How can your space impact your people’s productivity?
In addition to having the right types of space for various tasks and job functions, office layouts that promote chance encounters and interactions between employees can greatly improve satisfaction, performance and productivity.
This also enhances employee engagement, which Gallup’s 2012 research examining nearly 50,000 business units and 1.4 million employees in 192 organizations showed to be a true competitive advantage. According to the study:
A 2013 World Green Building Council report amalgamates dozens of studies on how sustainable building design impacts employee health, well-being and productivity. It has identified eight specific factors—including natural light, good air and ventilation, temperature control, views and green space—that when optimized result in bottom line business benefits due to their positive impacts on occupants. Multiple case studies were compiled and showcase the following average increases in productivity:
- Individual temperature control: +3%
- Improved ventilation: +11%
- Better lighting: +23%
- Access to natural environment: +18%
And this doesn’t even touch workplace environments that cause Sick Building Syndrome (SBS). Affected buildings are estimated to impact up to 20% of workers, while improvements to air quality, reductions in air pollutants and better ventilation can reduce symptoms by 70-85%. In fact, a 2010 paper in the American Journal of Public Health found that LEED Certified buildings reduced perceived absenteeism and work hours affected by asthma, respiratory allergies, depression and stress, and showed self-reported improvements in employee productivity.
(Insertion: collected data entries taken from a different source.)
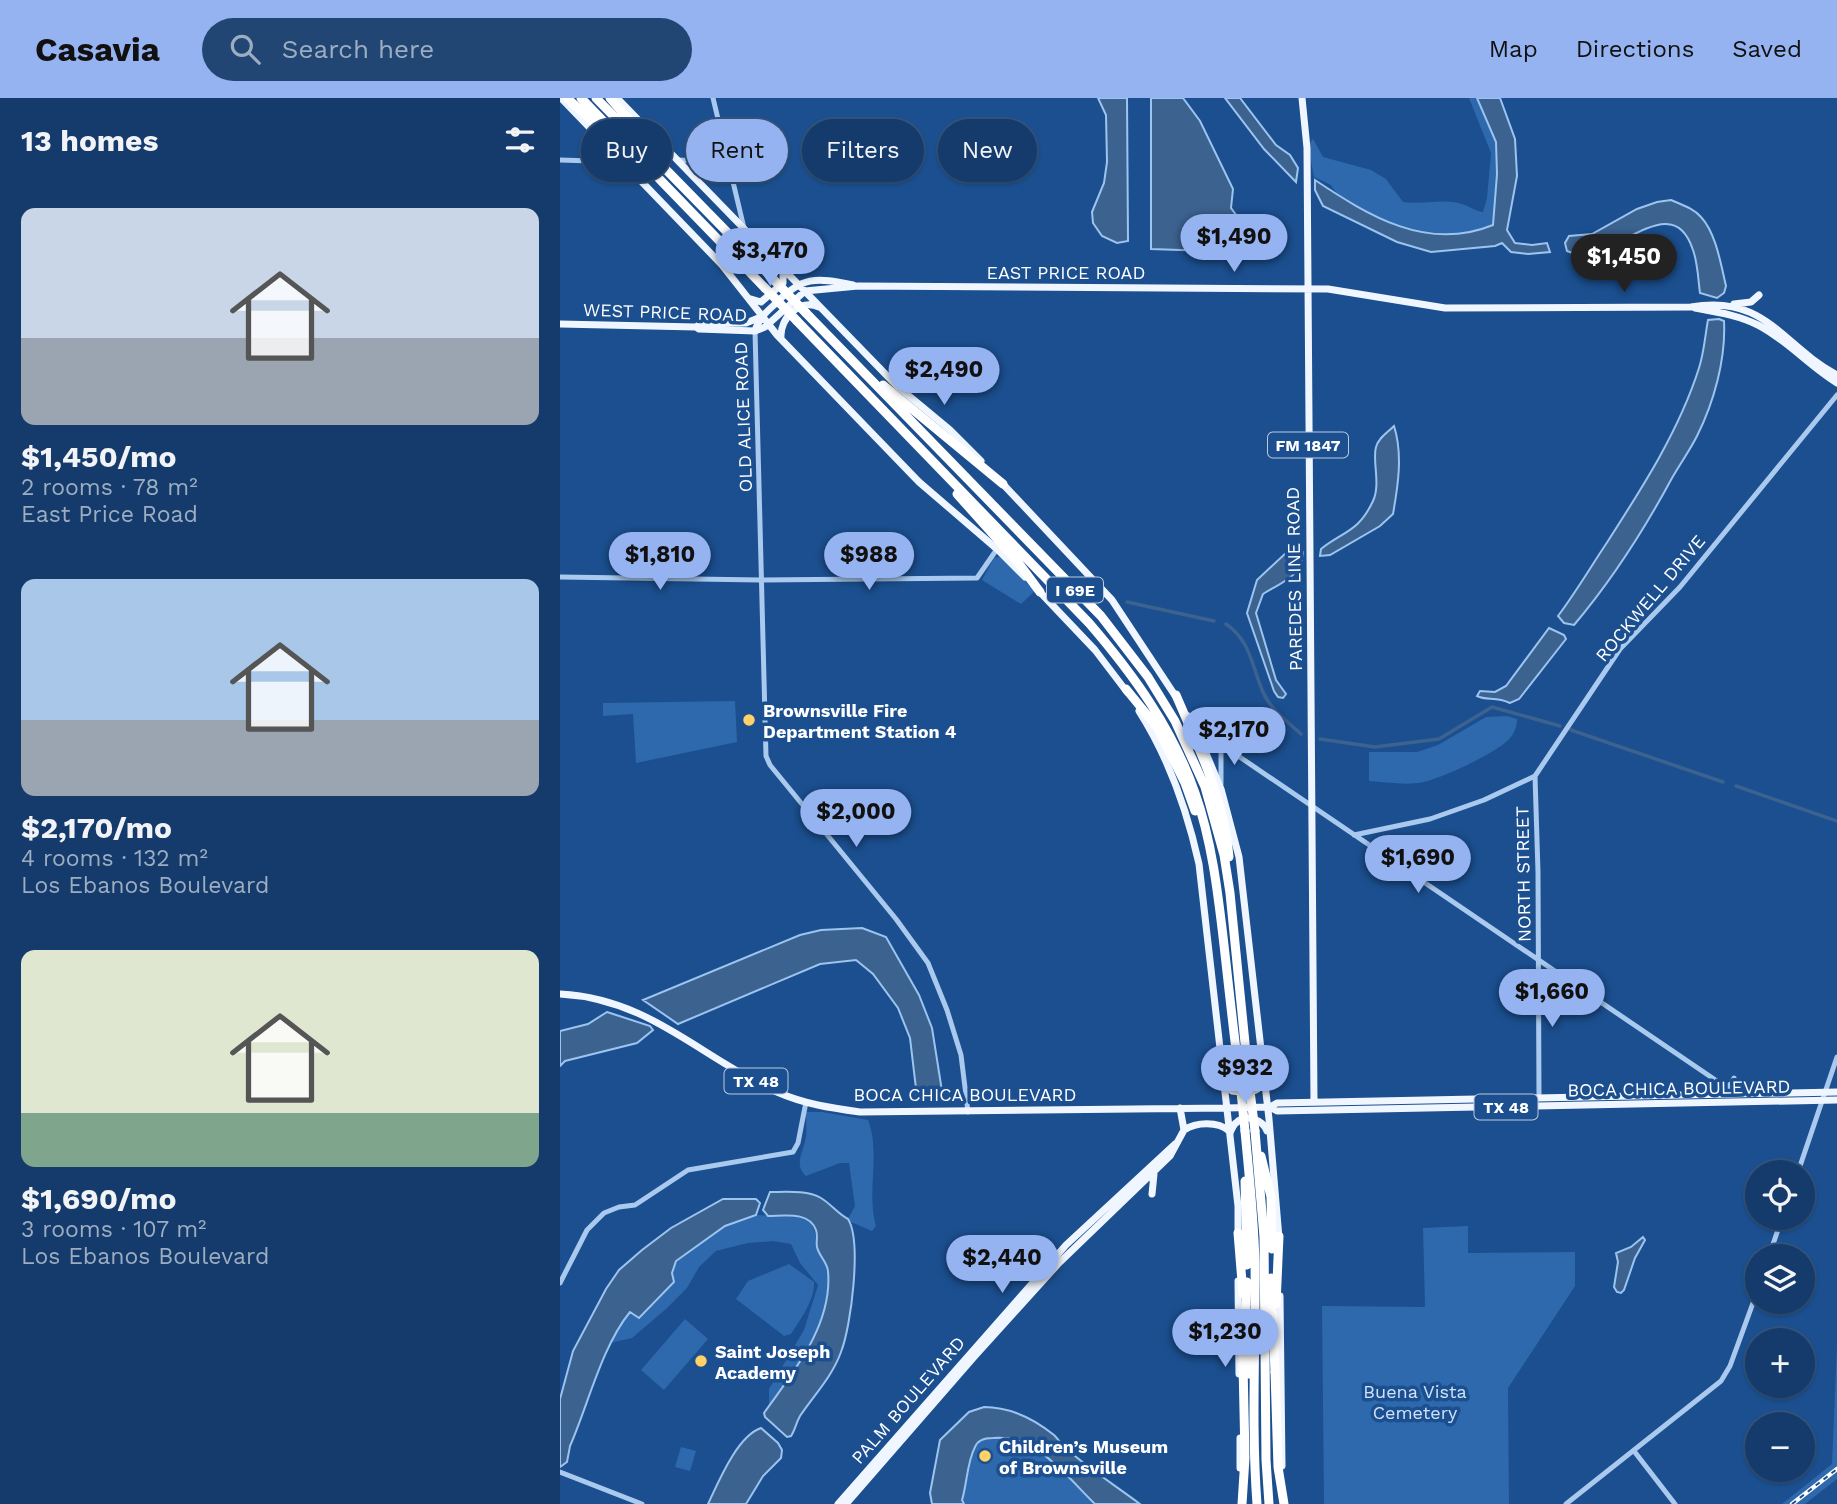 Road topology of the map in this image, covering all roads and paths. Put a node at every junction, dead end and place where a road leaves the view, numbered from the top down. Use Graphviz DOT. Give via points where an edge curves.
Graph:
graph roads {
  1 [pos="561,98"];
  2 [pos="567,98"];
  3 [pos="581,98"];
  4 [pos="596,98"];
  5 [pos="610,98"];
  6 [pos="617,98"];
  7 [pos="713,98"];
  8 [pos="1302,98"];
  9 [pos="581,119"];
  10 [pos="718,119"];
  11 [pos="560,160"];
  12 [pos="678,160"];
  13 [pos="686,160"];
  14 [pos="581,161"];
  15 [pos="642,182"];
  16 [pos="733,182"];
  17 [pos="692,197"];
  18 [pos="681,201"];
  19 [pos="744,228"];
  20 [pos="786,271"];
  21 [pos="821,281"];
  22 [pos="798,283"];
  23 [pos="858,286"];
  24 [pos="1307,288"];
  25 [pos="805,291"];
  26 [pos="744,295"];
  27 [pos="1759,295"];
  28 [pos="1726,304"];
  29 [pos="1691,307"];
  30 [pos="823,309"];
  31 [pos="762,317"];
  32 [pos="560,324"];
  33 [pos="768,324"];
  34 [pos="696,327"];
  35 [pos="755,331"];
  36 [pos="779,336"];
  37 [pos="842,350"];
  38 [pos="1837,375"];
  39 [pos="1837,383"];
  40 [pos="1837,395"];
  41 [pos="906,434"];
  42 [pos="1003,484"];
  43 [pos="997,549"];
  44 [pos="560,577"];
  45 [pos="761,580"];
  46 [pos="1040,592"];
  47 [pos="1126,689"];
  48 [pos="1176,695"];
  49 [pos="1195,727"];
  50 [pos="1221,745"];
  51 [pos="1535,776"];
  52 [pos="1221,789"];
  53 [pos="1312,807"];
  54 [pos="1354,835"];
  55 [pos="1212,860"];
  56 [pos="1234,932"];
  57 [pos="1538,961"];
  58 [pos="560,994"];
  59 [pos="1837,1058"];
  60 [pos="1224,1077"];
  61 [pos="1264,1078"];
  62 [pos="1734,1078"];
  63 [pos="1244,1083"];
  64 [pos="1723,1091"];
  65 [pos="1837,1092"];
  66 [pos="1604,1097"];
  67 [pos="1824,1097"];
  68 [pos="1539,1098"];
  69 [pos="1837,1100"];
  70 [pos="806,1102"];
  71 [pos="1314,1102"];
  72 [pos="1544,1106"];
  73 [pos="1269,1107"];
  74 [pos="1480,1107"];
  75 [pos="1180,1108"];
  76 [pos="1226,1108"];
  77 [pos="968,1112"];
  78 [pos="1184,1130"];
  79 [pos="1250,1130"];
  80 [pos="1229,1133"];
  81 [pos="1181,1139"];
  82 [pos="1271,1142"];
  83 [pos="1802,1160"];
  84 [pos="1155,1172"];
  85 [pos="1153,1194"];
  86 [pos="1238,1233"];
  87 [pos="1279,1236"];
  88 [pos="560,1283"];
  89 [pos="1749,1314"];
  90 [pos="1255,1446"];
  91 [pos="1634,1451"];
  92 [pos="1266,1460"];
  93 [pos="560,1472"];
  94 [pos="849,1501"];
  95 [pos="642,1504"];
  96 [pos="838,1504"];
  97 [pos="1241,1504"];
  98 [pos="1257,1504"];
  99 [pos="1269,1504"];
  100 [pos="1284,1504"];
  101 [pos="1566,1504"];
  102 [pos="1675,1504"];
  1 -- 9 [label="main road"];
  2 -- 18 [label="highway"];
  3 -- 18 [label="highway, I 69E"];
  4 -- 17 [label="highway, I 69E"];
  5 -- 17 [label="highway"];
  6 -- 12 [label="main road"];
  7 -- 10 [label="street"];
  8 -- 24 [label="main road, PAREDES LINE ROAD / FM 1847" via="1307,148"];
  11 -- 14 [label="street"];
  12 -- 13 [label="street"];
  12 -- 19 [label="main road"];
  15 -- 26 [label="main road" via="712,254"];
  16 -- 19 [label="street"];
  17 -- 37 [label="highway, I 69E, bridge"];
  18 -- 41 [label="highway, I 69E, bridge"];
  19 -- 20 [label="main road"];
  20 -- 21 [label="main road"];
  20 -- 22 [label="main road"];
  20 -- 26 [label="main road" via="783,283 762,302"];
  21 -- 22 [label="main road, EAST PRICE ROAD"];
  21 -- 23 [label="main road, EAST PRICE ROAD"];
  22 -- 25 [label="main road"];
  22 -- 31 [label="main road"];
  23 -- 24 [label="main road, EAST PRICE ROAD"];
  23 -- 25 [label="main road, EAST PRICE ROAD"];
  24 -- 29 [label="main road, EAST PRICE ROAD" via="1460,309"];
  24 -- 53 [label="main road, PAREDES LINE ROAD / FM 1847"];
  25 -- 30 [label="main road"];
  25 -- 33 [label="main road"];
  26 -- 31 [label="main road"];
  27 -- 28 [label="main road" via="1748,303"];
  28 -- 29 [label="main road, EAST PRICE ROAD"];
  28 -- 38 [label="main road, EAST PRICE ROAD" via="1762,317"];
  29 -- 39 [label="main road, EAST PRICE ROAD" via="1742,317 1758,325"];
  30 -- 36 [label="main road" via="801,305 783,322"];
  30 -- 42 [label="main road"];
  31 -- 33 [label="main road"];
  31 -- 34 [label="main road" via="746,323"];
  31 -- 35 [label="main road"];
  32 -- 34 [label="main road, WEST PRICE ROAD"];
  33 -- 35 [label="main road, WEST PRICE ROAD"];
  33 -- 36 [label="main road"];
  34 -- 35 [label="main road, WEST PRICE ROAD"];
  35 -- 36 [label="main road"];
  35 -- 45 [label="street, OLD ALICE ROAD"];
  36 -- 43 [label="main road" via="919,482"];
  37 -- 42 [label="highway"];
  37 -- 56 [label="highway, I 69E" via="1101,616 1148,677 1179,729 1205,787 1224,855"];
  40 -- 51 [label="street, ROCKWELL DRIVE" via="1680,587 1620,649"];
  41 -- 46 [label="highway"];
  41 -- 55 [label="highway, I 69E" via="1089,623 1127,669 1156,712 1196,794"];
  42 -- 48 [label="main road" via="1112,600"];
  43 -- 45 [label="street" via="977,578"];
  43 -- 46 [label="main road"];
  44 -- 45 [label="street"];
  45 -- 77 [label="street, OLD ALICE ROAD" via="767,760 928,963 961,1055"];
  46 -- 47 [label="main road"];
  47 -- 55 [label="highway" via="1157,727 1185,783"];
  47 -- 60 [label="main road" via="1162,752 1193,838"];
  48 -- 49 [label="main road"];
  48 -- 56 [label="highway" via="1222,814"];
  49 -- 50 [label="street"];
  49 -- 52 [label="main road"];
  50 -- 52 [label="street"];
  50 -- 53 [label="street"];
  51 -- 54 [label="street" via="1430,819"];
  51 -- 57 [label="street, NORTH STREET"];
  52 -- 61 [label="main road" via="1239,857"];
  53 -- 54 [label="street"];
  53 -- 71 [label="main road, PAREDES LINE ROAD / FM 1847"];
  54 -- 57 [label="street"];
  55 -- 63 [label="highway, I 69E"];
  56 -- 63 [label="highway, I 69E"];
  57 -- 64 [label="street"];
  57 -- 68 [label="street, NORTH STREET"];
  58 -- 70 [label="main road, BOCA CHICA BOULEVARD / TX 48" via="595,998 642,1013 759,1083"];
  59 -- 67 [label="street"];
  60 -- 61 [label="main road" via="1229,1089 1238,1092 1260,1088"];
  60 -- 76 [label="main road"];
  61 -- 73 [label="main road"];
  62 -- 64 [label="street"];
  63 -- 79 [label="highway, I 69E, bridge"];
  64 -- 66 [label="main road, BOCA CHICA BOULEVARD / TX 48"];
  64 -- 67 [label="main road, BOCA CHICA BOULEVARD / TX 48"];
  65 -- 67 [label="main road, BOCA CHICA BOULEVARD / TX 48"];
  66 -- 68 [label="main road, BOCA CHICA BOULEVARD / TX 48"];
  66 -- 72 [label="main road" via="1547,1101"];
  67 -- 69 [label="main road, BOCA CHICA BOULEVARD / TX 48"];
  67 -- 72 [label="main road, BOCA CHICA BOULEVARD / TX 48"];
  67 -- 83 [label="street"];
  68 -- 71 [label="main road, BOCA CHICA BOULEVARD / TX 48"];
  68 -- 74 [label="main road"];
  70 -- 77 [label="main road, BOCA CHICA BOULEVARD / TX 48" via="860,1112"];
  70 -- 88 [label="street" via="793,1152 688,1170 635,1205 604,1213 587,1230"];
  71 -- 73 [label="main road, BOCA CHICA BOULEVARD / TX 48" via="1277,1102"];
  72 -- 74 [label="main road, BOCA CHICA BOULEVARD / TX 48"];
  73 -- 74 [label="main road, BOCA CHICA BOULEVARD / TX 48" via="1277,1111"];
  73 -- 76 [label="main road, BOCA CHICA BOULEVARD / TX 48"];
  73 -- 82 [label="main road"];
  75 -- 76 [label="main road, BOCA CHICA BOULEVARD / TX 48"];
  75 -- 77 [label="main road, BOCA CHICA BOULEVARD / TX 48"];
  75 -- 78 [label="main road, PALM BOULEVARD"];
  76 -- 80 [label="main road"];
  78 -- 80 [label="main road" via="1218,1125"];
  78 -- 81 [label="main road, PALM BOULEVARD"];
  79 -- 90 [label="highway, I 69E"];
  79 -- 92 [label="highway, I 69E" via="1264,1237"];
  79 -- 97 [label="highway, bridge"];
  79 -- 100 [label="highway, bridge" via="1267,1176 1272,1207 1278,1467"];
  80 -- 82 [label="main road" via="1237,1122 1253,1119 1265,1125"];
  80 -- 86 [label="main road"];
  81 -- 84 [label="main road, PALM BOULEVARD"];
  81 -- 94 [label="main road, PALM BOULEVARD" via="1066,1245"];
  82 -- 87 [label="main road"];
  84 -- 85 [label="main road"];
  84 -- 94 [label="main road, PALM BOULEVARD" via="1059,1263"];
  86 -- 90 [label="highway"];
  86 -- 97 [label="main road"];
  87 -- 92 [label="highway"];
  87 -- 100 [label="main road"];
  89 -- 91 [label="street" via="1721,1381"];
  90 -- 98 [label="highway, I 69E"];
  91 -- 101 [label="street"];
  91 -- 102 [label="street"];
  92 -- 99 [label="highway, I 69E"];
  93 -- 95 [label="street"];
  94 -- 96 [label="main road, PALM BOULEVARD"];
}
Efficient workplaces save energy while boosting productivity, which may be worth potentially higher rent rates.
So it stands to reason that selecting a space with a smart design and green attributes will yield far greater employee performance than a substandard space at a lower sticker price.
OK, this all makes sense. But can you actually calculate returns?
Short answer: Yes.
Knowing it was possible to capture significant savings, three JLL real estate brokers developed an algorithm to calculate their clients’ savings on a case-by-case basis.
Their 3-30-300 calculator takes a company’s real input values for things like rentable area (that’s square footage), rent rates, employee salaries, average sick days and employee retention, then spits out their true 3-30-300 and total cost of occupancy (TCO). From there, you can play around with attributes to calculate cost savings.
Using this tool, we find that a company with a TCO of just over $60 million per year and a human capital cost of $54 million can save:
- $1.50 p.s.f./year with a reduced absenteeism rate of 10%
- $11 p.s.f./year with 10% improvement in employee retention
- $65 p.s.f./year with a 10% improvement in productivity. (For reference, World Building Council studies show that 18-20% can easily be achieved in the right environment.)
Even if you cut that same company’s improvements down to just 2% across the board—you’re still looking at $13 per square foot savings annually.
That’s a lot better than $3-4, don’t you think?